From the records that follow, copy every line in which "Adair" appears.
=== Begin Enclosure ===
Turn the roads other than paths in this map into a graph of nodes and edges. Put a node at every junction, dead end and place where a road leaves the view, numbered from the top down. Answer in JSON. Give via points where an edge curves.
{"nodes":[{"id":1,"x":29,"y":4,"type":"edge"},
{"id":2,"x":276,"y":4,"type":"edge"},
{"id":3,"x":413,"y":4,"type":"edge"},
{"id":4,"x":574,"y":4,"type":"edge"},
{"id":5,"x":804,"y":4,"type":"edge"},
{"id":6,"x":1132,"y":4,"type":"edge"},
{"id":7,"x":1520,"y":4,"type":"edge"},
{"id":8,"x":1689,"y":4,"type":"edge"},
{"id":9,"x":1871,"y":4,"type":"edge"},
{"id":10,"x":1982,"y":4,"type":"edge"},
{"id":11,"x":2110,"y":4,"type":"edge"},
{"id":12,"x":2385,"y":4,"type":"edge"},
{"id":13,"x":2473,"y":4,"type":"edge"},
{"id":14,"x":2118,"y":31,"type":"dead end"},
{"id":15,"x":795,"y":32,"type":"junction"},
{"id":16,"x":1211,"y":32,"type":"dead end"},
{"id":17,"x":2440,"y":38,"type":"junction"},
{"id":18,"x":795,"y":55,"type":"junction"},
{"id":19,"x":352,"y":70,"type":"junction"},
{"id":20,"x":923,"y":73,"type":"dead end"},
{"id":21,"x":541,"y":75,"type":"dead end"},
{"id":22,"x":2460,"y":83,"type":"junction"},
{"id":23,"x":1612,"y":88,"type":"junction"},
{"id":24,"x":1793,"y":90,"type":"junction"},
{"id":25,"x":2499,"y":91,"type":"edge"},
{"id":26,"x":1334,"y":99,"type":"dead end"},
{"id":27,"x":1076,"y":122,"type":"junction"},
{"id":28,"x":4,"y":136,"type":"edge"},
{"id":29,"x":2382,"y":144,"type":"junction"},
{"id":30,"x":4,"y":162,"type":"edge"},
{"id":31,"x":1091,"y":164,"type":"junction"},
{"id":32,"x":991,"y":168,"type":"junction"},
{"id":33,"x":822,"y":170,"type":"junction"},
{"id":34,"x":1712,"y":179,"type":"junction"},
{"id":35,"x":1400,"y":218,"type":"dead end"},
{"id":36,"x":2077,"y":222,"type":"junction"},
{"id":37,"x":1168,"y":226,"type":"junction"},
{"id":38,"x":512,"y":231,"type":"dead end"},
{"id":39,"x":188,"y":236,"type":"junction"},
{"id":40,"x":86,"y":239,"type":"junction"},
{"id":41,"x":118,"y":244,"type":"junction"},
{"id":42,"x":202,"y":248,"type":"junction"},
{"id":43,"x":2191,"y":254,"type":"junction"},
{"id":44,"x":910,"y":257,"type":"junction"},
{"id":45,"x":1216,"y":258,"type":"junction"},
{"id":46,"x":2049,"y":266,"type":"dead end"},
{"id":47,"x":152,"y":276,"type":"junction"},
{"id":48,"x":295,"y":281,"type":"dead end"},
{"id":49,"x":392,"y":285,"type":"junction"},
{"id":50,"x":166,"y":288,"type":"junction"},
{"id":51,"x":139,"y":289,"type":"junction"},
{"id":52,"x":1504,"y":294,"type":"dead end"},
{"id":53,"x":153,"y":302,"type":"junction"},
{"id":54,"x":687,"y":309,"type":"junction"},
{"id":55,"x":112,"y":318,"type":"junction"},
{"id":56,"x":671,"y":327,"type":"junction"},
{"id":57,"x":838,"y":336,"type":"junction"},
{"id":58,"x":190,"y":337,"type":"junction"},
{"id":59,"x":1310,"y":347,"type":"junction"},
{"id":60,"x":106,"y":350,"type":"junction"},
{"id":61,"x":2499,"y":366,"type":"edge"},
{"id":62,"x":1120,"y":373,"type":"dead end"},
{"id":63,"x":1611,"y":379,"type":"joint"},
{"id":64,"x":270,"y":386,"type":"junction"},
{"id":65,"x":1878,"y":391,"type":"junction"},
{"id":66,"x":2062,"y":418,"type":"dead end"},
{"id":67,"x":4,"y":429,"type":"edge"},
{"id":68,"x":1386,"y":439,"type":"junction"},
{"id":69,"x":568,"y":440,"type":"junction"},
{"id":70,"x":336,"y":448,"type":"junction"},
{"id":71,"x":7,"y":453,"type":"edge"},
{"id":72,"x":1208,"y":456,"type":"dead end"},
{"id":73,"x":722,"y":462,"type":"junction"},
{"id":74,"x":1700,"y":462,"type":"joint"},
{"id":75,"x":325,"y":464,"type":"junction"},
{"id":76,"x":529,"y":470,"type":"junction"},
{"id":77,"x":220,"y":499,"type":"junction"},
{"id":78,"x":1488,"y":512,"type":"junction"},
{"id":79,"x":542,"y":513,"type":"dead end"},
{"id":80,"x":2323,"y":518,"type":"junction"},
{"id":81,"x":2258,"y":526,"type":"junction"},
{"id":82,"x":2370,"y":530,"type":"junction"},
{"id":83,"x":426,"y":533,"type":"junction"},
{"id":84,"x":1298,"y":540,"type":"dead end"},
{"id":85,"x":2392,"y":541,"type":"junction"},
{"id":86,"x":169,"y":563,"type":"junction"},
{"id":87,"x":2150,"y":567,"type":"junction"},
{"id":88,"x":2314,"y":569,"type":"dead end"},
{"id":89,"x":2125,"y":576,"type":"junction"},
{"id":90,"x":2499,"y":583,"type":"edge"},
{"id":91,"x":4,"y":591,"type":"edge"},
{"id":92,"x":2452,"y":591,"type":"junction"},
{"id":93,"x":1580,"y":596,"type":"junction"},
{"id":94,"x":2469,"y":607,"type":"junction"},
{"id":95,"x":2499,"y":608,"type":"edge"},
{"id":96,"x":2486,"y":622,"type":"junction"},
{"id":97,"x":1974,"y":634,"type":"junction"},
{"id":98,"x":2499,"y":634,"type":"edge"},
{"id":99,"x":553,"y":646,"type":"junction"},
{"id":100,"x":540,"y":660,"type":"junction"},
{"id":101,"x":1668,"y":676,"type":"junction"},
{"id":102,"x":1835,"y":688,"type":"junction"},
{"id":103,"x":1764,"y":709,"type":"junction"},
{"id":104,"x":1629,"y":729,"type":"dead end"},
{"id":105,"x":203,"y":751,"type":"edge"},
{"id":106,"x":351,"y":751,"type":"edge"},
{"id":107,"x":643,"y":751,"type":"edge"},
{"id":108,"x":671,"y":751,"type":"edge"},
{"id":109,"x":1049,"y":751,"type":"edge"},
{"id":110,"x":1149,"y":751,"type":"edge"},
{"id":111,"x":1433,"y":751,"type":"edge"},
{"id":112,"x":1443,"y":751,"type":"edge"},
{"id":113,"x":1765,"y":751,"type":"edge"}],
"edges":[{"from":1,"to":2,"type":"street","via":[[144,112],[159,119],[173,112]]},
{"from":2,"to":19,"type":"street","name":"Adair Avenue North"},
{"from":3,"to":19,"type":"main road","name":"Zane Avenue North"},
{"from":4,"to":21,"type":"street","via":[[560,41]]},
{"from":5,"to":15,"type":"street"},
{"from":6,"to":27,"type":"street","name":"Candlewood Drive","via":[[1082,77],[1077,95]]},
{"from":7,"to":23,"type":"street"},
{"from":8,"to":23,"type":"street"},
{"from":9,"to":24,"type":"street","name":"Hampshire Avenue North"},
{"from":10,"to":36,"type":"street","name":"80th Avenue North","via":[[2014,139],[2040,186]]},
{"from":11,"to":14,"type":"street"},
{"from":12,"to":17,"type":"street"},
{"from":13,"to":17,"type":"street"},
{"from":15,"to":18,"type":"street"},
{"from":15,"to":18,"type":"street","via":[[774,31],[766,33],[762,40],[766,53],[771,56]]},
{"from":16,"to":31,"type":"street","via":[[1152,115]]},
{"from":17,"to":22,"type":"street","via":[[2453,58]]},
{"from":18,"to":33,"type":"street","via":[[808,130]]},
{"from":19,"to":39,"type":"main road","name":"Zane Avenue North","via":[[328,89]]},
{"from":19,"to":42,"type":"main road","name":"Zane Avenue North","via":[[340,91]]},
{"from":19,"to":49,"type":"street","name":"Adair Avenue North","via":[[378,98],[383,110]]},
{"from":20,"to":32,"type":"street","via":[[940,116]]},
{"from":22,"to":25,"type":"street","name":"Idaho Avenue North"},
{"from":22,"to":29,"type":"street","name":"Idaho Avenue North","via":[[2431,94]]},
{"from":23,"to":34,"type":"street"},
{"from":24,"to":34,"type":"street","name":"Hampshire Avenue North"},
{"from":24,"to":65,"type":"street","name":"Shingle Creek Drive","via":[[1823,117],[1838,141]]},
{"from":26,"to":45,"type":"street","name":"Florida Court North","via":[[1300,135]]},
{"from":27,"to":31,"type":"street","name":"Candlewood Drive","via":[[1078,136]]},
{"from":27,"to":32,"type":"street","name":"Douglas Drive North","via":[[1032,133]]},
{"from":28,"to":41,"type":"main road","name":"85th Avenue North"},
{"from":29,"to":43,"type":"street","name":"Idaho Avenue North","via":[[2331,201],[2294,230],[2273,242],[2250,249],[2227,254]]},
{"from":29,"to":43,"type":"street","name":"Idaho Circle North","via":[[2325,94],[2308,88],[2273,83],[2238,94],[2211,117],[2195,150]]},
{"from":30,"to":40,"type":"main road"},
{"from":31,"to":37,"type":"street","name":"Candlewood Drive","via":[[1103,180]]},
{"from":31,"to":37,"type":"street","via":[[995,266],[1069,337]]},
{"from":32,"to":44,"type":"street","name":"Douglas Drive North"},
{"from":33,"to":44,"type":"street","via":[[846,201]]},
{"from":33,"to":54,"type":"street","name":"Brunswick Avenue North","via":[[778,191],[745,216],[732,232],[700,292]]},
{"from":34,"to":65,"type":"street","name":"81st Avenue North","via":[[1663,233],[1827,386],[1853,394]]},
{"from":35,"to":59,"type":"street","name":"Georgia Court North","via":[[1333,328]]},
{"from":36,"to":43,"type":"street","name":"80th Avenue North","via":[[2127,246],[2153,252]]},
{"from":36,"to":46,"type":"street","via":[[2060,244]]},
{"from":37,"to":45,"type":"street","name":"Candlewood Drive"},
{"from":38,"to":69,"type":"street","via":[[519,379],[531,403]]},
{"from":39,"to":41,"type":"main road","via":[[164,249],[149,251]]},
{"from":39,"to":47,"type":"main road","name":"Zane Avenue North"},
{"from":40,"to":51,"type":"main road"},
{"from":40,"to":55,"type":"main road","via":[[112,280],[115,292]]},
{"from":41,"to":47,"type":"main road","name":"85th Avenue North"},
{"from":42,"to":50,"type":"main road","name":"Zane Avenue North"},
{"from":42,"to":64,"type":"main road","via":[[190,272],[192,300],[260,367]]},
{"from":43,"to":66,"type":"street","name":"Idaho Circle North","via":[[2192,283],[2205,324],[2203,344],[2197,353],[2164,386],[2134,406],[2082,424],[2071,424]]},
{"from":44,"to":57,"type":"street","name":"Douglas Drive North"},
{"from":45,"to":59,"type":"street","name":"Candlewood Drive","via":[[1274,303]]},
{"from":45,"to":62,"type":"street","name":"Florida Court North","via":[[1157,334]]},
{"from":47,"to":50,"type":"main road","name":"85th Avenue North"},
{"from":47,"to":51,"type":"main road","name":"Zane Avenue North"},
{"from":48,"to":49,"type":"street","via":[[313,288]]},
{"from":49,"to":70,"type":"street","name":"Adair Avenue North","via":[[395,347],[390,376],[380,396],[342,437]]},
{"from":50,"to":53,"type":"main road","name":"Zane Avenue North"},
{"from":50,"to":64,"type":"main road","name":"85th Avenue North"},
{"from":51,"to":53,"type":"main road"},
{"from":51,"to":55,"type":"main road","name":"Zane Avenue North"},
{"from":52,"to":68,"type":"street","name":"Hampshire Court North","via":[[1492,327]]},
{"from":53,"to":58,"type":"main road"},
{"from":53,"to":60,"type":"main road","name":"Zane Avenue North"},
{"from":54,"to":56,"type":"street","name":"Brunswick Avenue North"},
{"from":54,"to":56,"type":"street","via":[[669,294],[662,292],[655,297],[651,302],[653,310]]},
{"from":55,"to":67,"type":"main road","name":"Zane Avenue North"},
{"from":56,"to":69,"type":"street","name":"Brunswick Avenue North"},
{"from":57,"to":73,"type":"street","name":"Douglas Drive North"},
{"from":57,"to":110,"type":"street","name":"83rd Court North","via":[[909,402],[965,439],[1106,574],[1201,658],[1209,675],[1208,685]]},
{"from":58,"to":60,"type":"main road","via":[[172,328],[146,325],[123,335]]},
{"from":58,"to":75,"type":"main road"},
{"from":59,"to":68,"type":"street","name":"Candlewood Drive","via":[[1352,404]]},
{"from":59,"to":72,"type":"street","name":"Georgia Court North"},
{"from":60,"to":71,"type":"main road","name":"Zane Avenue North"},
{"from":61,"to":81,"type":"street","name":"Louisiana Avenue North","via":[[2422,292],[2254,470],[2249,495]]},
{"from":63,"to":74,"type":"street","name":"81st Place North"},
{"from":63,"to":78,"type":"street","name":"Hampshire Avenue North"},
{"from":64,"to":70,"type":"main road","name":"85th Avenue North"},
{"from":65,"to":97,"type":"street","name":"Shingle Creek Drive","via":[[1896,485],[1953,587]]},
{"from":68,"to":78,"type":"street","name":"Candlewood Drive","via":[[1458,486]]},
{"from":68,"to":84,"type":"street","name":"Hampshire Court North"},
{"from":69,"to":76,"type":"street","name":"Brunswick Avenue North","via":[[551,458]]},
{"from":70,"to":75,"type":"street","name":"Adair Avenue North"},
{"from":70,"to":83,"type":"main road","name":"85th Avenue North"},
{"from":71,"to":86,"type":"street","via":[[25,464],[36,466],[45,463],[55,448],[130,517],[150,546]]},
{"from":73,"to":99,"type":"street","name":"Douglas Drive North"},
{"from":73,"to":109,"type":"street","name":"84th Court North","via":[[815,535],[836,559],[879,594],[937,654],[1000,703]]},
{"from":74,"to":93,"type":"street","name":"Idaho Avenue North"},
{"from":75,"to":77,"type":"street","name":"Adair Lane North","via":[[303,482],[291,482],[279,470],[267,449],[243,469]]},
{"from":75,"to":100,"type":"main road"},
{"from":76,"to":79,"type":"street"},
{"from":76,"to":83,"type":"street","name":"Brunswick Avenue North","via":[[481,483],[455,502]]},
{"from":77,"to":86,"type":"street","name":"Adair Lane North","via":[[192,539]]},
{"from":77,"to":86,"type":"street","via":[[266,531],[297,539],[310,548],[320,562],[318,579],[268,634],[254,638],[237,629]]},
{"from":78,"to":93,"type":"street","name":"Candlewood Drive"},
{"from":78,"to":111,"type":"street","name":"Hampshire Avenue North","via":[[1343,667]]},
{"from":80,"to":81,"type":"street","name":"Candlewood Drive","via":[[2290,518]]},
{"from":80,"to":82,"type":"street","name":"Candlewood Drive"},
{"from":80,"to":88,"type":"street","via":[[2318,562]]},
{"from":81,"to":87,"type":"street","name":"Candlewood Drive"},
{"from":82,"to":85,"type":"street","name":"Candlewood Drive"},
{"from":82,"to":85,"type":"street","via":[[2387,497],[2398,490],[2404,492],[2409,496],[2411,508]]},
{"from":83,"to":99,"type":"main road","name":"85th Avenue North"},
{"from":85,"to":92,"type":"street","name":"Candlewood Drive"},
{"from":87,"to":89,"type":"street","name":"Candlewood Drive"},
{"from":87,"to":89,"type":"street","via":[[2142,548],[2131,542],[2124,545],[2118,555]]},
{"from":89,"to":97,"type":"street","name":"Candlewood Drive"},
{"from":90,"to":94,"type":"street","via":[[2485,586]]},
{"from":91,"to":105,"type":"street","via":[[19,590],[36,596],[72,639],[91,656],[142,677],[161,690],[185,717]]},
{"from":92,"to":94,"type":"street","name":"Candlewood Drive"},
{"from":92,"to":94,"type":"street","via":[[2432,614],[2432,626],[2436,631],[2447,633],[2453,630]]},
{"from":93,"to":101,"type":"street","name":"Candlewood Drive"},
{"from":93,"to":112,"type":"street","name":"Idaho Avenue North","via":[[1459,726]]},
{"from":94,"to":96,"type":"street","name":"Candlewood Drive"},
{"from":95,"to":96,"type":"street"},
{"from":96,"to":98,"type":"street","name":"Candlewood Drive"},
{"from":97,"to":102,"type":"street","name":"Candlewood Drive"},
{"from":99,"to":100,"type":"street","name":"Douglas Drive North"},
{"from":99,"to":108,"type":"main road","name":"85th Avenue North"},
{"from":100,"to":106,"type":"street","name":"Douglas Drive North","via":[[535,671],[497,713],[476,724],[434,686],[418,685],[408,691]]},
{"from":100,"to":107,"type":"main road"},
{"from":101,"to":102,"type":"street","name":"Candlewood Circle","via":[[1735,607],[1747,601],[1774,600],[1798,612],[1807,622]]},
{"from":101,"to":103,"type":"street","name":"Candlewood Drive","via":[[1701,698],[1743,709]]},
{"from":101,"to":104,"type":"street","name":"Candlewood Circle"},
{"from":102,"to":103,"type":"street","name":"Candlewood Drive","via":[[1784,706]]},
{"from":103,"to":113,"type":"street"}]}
=== End Enclosure ===
Answer to this exercise |
{"from":2,"to":19,"type":"street","name":"Adair Avenue North"},
{"from":19,"to":49,"type":"street","name":"Adair Avenue North","via":[[378,98],[383,110]]},
{"from":49,"to":70,"type":"street","name":"Adair Avenue North","via":[[395,347],[390,376],[380,396],[342,437]]},
{"from":70,"to":75,"type":"street","name":"Adair Avenue North"},
{"from":75,"to":77,"type":"street","name":"Adair Lane North","via":[[303,482],[291,482],[279,470],[267,449],[243,469]]},
{"from":77,"to":86,"type":"street","name":"Adair Lane North","via":[[192,539]]},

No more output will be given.